I've been making a lot of photographs lately after a long hiatus. Even experimenting with B&W in something of a sustained effort. While I like some of the results, I can't help but accept that they are all rather small, incremental additions to the visual world.
I took in Gursky's exhibit in Vancover this summer. It felt rather 'tired' to me. Interestingly, I found his efforts at 'construction' in his new work very unconvincing - too cartoon like - almost like caricatures of his own work.
Thanks,
Eric
While I read this, once again old Marshall McLuhan came to mind, specifically (or at least notionally if one doesn't find these concepts very concrete) the ideas of hot and cold and, to me, the implicit continuum that exists between the two poles. Painting is at one point on the continuum; photography is at another point.

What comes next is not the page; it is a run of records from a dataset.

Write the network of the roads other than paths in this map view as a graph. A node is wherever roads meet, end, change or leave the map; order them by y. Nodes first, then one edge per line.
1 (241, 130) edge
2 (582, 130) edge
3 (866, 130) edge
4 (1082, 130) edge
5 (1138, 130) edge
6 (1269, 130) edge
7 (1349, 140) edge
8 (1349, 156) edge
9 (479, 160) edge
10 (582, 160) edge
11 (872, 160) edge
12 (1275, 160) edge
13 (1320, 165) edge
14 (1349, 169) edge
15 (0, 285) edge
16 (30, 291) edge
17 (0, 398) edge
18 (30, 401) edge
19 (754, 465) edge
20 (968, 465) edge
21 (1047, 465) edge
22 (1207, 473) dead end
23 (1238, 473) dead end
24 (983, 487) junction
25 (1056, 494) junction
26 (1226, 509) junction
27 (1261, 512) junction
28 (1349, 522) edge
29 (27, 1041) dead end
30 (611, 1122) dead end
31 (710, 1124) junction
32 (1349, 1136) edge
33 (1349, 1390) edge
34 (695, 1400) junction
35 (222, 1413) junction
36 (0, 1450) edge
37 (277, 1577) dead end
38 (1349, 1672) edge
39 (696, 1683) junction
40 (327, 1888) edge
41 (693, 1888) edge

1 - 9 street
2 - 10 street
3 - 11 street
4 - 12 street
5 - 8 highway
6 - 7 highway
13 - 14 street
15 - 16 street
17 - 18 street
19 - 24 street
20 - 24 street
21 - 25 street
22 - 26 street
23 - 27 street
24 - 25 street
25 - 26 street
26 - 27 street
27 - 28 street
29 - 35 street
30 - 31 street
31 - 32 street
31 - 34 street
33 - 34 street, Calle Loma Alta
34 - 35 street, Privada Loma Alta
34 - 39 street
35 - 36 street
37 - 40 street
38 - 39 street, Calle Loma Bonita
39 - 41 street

I don't know how one gets from hot/cold to the value judgment you are working with here. But it is a fact that Monet's work has been composting in the great heap of our cultural artifacts longer thanb Shore's. So even putting aside the amount of time we invest in looking, we may be biased, not just by the amount of hot or cold psychic energy we must invest but also by the internal temperature imbued in the work by our cultural orientation. So comments about tradition and about technology come into play.
But at the end of it all, do you really think it is apples to apples, comparing photography with any of the more traditional, more manual art forms -- painting in particular? Perhaps a unique characteristic mode of appreciation of photographs *is* the glance -- subliminally reassuring or disturbing and often repeated to reinforce our feeling.
I think the fundamental problem of photography is it's constant comparison to painting. That's what we need to break free from. Trying to make a photograph do what a painting does is futile. It's like trying to get a guitar to sound like a piano.